An oft-cited study of “misleading” pregnancy-center practices published in the American Medical Association’s Journal of Ethics in 2018 turns out to be mostly anecdotes, plus advocacy. Its physician-authors wrote that some of their patients had felt “disgruntled” and “deceived” by what they had been told at pregnancy centers.
Furthermore, anyone who has visited a crisis pregnancy center or even one of their websites can see that the centers in no way resemble abortion clinics. For example, the website for Bethlehem House, which is supported by the Catholic Diocese of Springfield, Massachusetts, features an image of the Madonna and Child, photos of cute babies born to women who have used the center’s services, and the exhortation “Choose life.”

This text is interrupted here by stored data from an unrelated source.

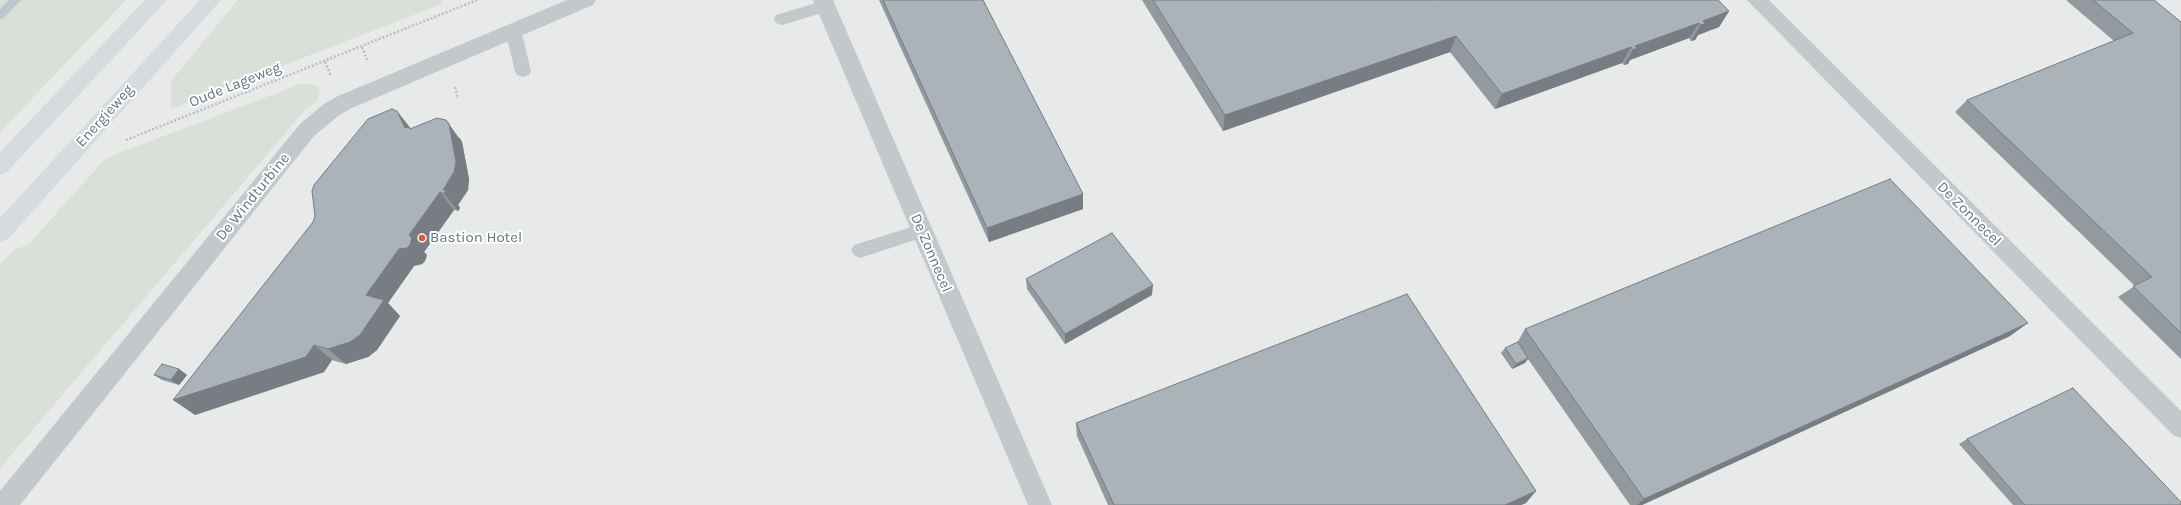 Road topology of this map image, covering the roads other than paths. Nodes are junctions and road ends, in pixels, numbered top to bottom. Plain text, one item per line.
1 (157, 0) edge
2 (211, 0) edge
3 (586, 0) edge
4 (1757, 0) edge
5 (824, 3) edge
6 (782, 19) dead end
7 (513, 30) junction
8 (523, 71) dead end
9 (0, 166) edge
10 (921, 231) junction
11 (0, 232) edge
12 (860, 250) dead end
13 (2181, 427) edge
14 (4, 505) edge
15 (1040, 505) edge

1 - 9 main road
2 - 11 main road, Energieweg
3 - 7 street, De Windturbine
4 - 13 street, De Zonnecel
5 - 6 lane
5 - 10 street, De Zonnecel
7 - 8 lane
7 - 14 street, De Windturbine
10 - 12 lane
10 - 15 street, De Zonnecel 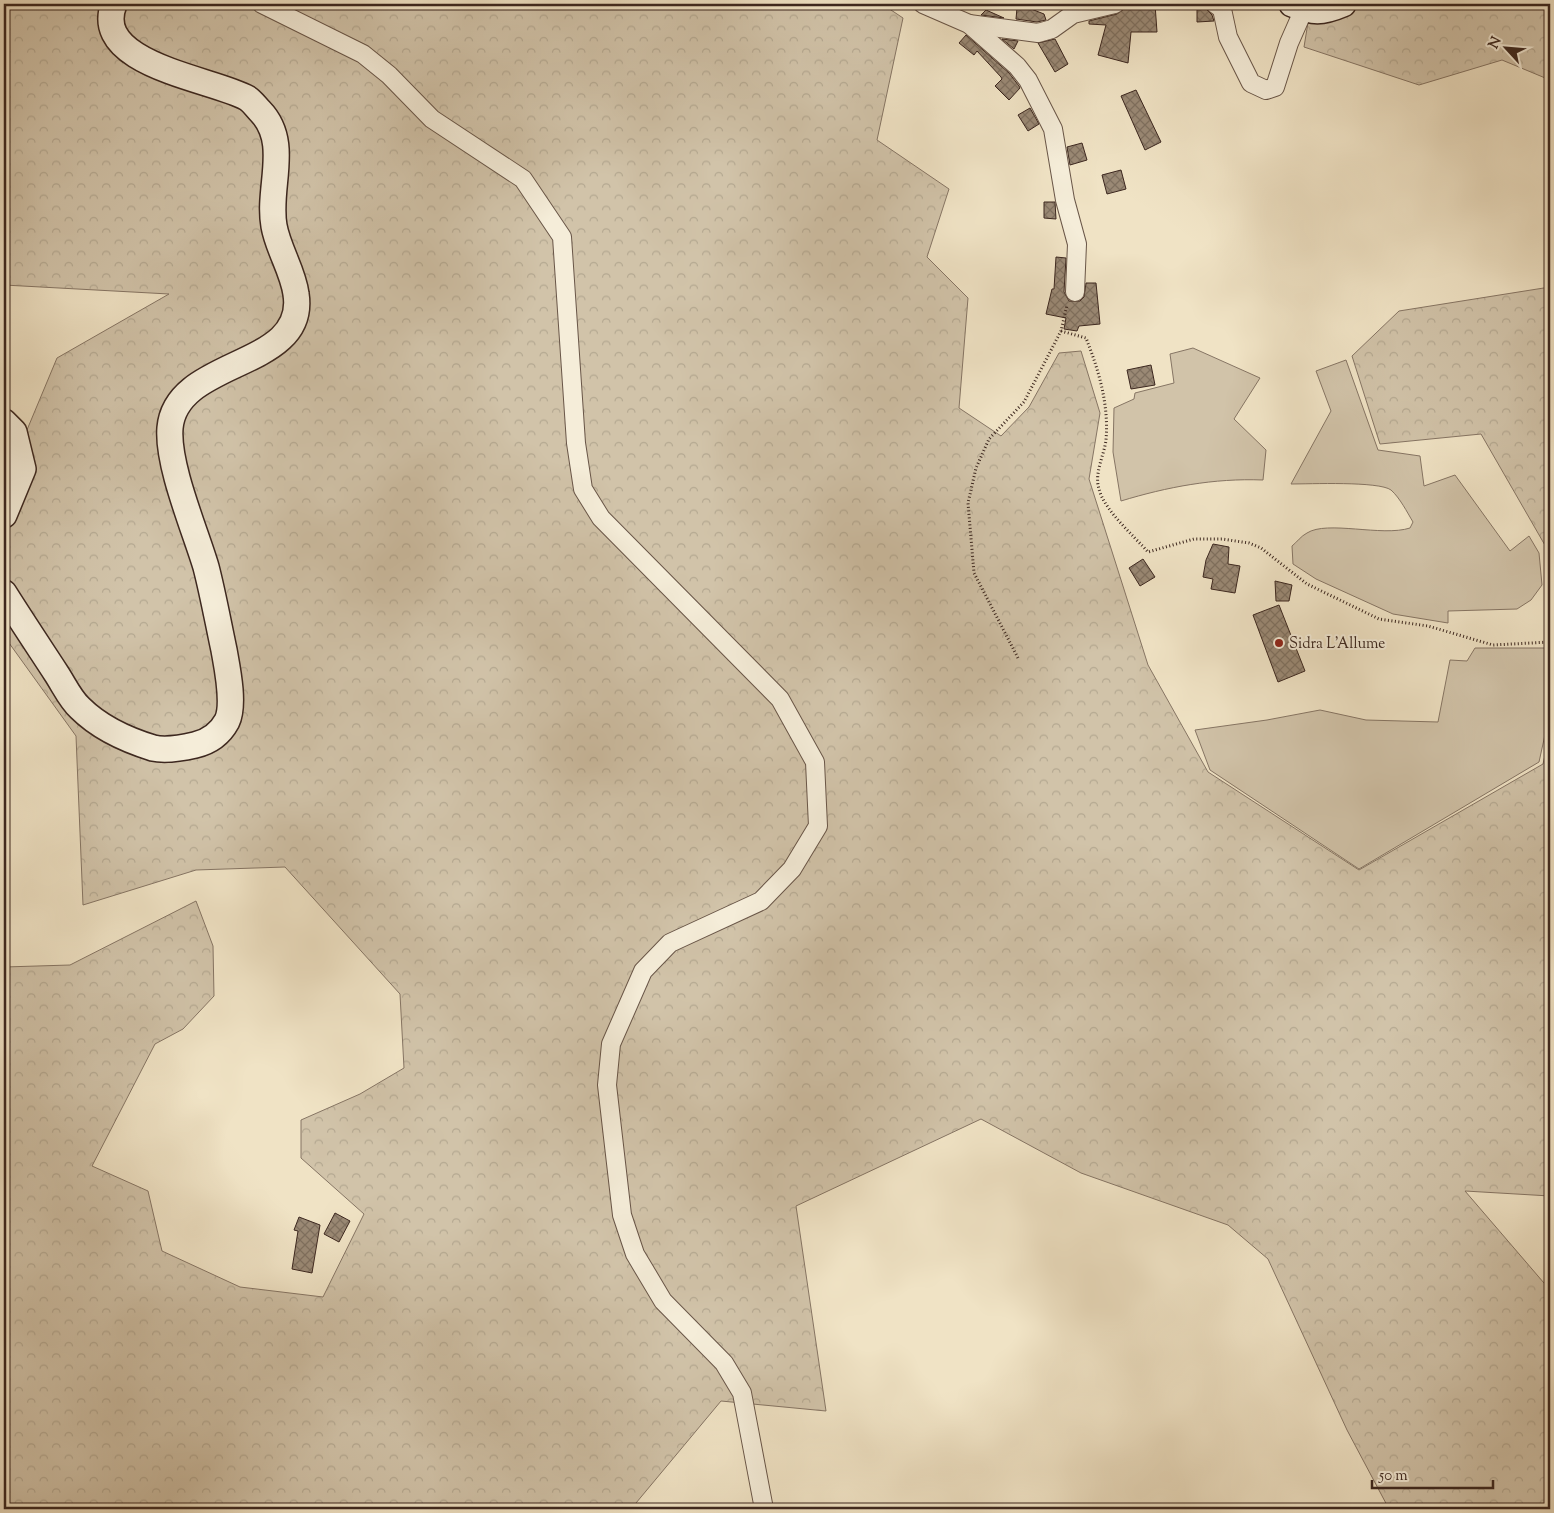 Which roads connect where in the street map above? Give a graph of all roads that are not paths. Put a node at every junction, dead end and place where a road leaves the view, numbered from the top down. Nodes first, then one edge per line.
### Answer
1 (114, 4) edge
2 (262, 4) edge
3 (922, 4) edge
4 (1115, 4) edge
5 (1215, 4) edge
6 (1343, 4) edge
7 (1298, 6) edge
8 (969, 24) junction
9 (1075, 292) road end
10 (4, 422) edge
11 (4, 515) edge
12 (4, 593) edge
13 (764, 1509) edge

1 - 12 street
2 - 13 street
3 - 8 street
4 - 8 street
5 - 7 street
6 - 7 street
8 - 9 street
10 - 11 street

Even the centers’ harshest critics, including the authors of the 2018 AMA study, concede that most of them offer material and social support to pregnant women who need it: maternity clothes and diapers; formula, parenting classes; housing; in some cases, referrals to social services; and information about adoption. It seems only fair that they be allowed to give truthful information about the possible negative consequences of abortion. Many women experiencing a crisis pregnancy can feel genuinely conflicted about whether to abort or keep their babies, and many women who have had abortions experience genuine regret and even depression afterward.

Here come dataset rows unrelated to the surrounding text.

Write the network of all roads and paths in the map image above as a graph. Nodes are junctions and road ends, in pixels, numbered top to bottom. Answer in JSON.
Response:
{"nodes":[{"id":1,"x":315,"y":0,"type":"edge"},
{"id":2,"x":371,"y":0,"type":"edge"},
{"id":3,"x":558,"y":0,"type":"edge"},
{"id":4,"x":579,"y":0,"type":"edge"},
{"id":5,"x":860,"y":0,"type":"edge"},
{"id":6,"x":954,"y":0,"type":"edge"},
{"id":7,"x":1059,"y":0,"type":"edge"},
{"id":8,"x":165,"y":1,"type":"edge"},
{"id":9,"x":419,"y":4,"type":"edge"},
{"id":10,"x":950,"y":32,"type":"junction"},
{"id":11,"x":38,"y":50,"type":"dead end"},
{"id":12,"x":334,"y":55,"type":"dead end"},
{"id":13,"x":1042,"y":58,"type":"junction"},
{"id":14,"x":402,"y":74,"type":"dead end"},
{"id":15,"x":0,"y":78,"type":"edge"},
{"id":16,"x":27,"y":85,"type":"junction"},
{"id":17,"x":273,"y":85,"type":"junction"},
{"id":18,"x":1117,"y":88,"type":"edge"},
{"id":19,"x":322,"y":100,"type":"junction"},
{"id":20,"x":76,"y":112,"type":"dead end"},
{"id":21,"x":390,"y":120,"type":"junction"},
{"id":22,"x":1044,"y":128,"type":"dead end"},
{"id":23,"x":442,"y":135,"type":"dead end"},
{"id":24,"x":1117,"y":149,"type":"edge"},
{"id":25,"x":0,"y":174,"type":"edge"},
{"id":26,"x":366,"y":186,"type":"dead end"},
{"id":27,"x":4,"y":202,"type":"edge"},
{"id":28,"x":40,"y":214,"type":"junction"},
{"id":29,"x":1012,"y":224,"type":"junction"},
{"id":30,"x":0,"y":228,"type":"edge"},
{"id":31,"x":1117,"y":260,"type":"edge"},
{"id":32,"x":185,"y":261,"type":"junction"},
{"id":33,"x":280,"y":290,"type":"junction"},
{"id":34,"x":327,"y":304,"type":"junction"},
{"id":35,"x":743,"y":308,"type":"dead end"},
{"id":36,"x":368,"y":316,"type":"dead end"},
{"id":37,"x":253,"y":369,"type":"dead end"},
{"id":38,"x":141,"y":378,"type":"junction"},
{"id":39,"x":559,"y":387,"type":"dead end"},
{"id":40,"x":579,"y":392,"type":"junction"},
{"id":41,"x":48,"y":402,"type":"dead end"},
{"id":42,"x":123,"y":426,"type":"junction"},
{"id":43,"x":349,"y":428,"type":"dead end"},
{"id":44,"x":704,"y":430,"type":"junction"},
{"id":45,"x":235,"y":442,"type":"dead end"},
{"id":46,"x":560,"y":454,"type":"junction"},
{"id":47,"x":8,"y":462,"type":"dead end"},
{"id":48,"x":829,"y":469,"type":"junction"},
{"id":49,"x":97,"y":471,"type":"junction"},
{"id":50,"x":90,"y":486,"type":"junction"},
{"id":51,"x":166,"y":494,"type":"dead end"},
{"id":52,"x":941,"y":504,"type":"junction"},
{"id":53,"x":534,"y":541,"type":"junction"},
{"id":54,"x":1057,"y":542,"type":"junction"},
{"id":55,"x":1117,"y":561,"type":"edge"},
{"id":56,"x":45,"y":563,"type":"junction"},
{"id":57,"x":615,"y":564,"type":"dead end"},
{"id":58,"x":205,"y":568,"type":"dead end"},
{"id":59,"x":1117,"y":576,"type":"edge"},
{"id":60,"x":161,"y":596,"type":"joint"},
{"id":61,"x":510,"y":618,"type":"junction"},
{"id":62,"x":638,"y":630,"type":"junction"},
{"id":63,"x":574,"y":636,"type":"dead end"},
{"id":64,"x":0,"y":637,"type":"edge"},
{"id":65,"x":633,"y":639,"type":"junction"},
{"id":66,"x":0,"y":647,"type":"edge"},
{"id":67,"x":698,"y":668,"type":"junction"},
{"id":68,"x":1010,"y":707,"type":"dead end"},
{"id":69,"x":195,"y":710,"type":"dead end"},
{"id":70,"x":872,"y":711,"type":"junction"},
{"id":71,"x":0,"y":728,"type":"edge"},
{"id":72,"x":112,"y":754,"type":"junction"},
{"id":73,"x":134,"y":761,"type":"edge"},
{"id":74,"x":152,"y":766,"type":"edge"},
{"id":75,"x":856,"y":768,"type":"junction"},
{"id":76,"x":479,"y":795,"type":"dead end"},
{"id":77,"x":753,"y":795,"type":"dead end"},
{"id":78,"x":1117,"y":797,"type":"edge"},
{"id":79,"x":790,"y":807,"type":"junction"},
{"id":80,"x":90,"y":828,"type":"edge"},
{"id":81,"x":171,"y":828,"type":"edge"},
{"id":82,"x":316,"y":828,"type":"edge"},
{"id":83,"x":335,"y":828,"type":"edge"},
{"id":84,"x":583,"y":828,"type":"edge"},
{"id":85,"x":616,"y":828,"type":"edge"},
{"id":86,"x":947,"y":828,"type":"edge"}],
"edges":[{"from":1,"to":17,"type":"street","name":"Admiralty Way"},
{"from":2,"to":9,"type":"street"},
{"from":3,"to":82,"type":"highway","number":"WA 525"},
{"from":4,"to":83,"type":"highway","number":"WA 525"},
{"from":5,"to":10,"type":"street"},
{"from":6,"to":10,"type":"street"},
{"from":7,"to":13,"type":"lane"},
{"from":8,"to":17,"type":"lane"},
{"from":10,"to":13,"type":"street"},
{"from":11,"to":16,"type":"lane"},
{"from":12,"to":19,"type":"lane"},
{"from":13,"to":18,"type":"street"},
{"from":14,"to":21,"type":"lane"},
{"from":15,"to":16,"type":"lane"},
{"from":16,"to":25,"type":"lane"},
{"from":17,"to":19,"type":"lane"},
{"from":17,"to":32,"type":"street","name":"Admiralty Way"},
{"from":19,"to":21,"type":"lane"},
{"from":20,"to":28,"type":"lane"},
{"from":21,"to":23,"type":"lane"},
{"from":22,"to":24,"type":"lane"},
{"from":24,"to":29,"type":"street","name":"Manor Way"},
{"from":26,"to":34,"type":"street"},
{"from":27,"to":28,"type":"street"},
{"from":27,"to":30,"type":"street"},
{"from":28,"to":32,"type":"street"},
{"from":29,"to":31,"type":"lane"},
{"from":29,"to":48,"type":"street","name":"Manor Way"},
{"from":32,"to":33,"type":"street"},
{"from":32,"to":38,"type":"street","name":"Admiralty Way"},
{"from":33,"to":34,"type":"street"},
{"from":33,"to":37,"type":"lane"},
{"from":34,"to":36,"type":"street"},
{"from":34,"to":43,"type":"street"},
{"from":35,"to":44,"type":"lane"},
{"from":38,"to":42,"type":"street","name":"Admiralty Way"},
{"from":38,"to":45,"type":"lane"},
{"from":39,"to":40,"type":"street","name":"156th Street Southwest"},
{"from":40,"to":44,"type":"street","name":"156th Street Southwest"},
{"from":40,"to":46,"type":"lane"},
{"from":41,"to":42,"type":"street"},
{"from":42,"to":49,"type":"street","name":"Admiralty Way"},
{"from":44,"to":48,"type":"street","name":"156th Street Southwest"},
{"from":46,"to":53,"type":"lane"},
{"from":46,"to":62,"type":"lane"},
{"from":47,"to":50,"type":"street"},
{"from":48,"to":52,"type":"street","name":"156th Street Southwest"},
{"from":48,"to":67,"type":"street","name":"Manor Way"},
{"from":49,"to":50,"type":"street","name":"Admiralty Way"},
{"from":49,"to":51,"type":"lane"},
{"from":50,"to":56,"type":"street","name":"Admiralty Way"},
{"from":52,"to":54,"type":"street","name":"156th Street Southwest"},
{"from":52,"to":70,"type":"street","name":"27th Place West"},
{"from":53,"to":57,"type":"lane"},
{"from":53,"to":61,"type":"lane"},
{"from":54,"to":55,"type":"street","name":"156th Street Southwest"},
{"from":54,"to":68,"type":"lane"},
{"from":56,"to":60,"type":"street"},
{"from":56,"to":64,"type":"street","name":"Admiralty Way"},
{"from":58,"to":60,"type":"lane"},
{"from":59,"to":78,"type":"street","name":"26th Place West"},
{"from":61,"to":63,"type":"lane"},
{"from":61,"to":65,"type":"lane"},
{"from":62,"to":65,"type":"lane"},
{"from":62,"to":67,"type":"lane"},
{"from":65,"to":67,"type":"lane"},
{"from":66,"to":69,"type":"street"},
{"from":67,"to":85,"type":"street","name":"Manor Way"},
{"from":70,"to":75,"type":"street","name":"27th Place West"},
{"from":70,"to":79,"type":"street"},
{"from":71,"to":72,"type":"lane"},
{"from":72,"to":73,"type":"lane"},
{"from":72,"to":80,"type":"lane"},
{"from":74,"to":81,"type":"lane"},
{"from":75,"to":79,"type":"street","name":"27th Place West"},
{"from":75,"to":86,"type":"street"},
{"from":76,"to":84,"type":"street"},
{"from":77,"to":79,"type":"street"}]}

Critics of crisis pregnancy centers have been trying for years to shut them down. One of the most extreme measures was a 2015 California law that required the centers to post prominent notices at their facilities—in 13 languages—informing women of the availability of free and low-cost abortions elsewhere and also to disclose that they employed no licensed medical providers. But in a 5–4 decision in 2018, the Supreme Court ruled that compelling religious people to post material contravening their beliefs likely violated the First Amendment’s guarantee of freedom of speech.
Even so, free-speech objections haven’t stopped progressives from seeking to put what they call “fake clinics” out of business. Period. Warren’s proposed Stop Anti-Abortion Disinformation Act would empower the FTC to exact fines of $100,000 (or 50 percent of their parent-entity’s earnings) for violating the legislation’s prohibition against as-yet-unspecified abortion “disinformation.”
The Google employees’ demand that their employer suppress search results for crisis pregnancy centers echoes a June 17 letter from 21 Senate Democrats to Google’s parent company, Alphabet, insisting that the centers either be stripped from Google search results or, if they do appear, that Google post a disclaimer stating that the facility doesn’t provide abortions.
Gobs of paint and graffiti, broken windows, and fire damage are expensive liabilities for crisis pregnancy centers typically operating on shoestring budgets. But they pale compared to the relentless propaganda assault from the left that could destroy them completely.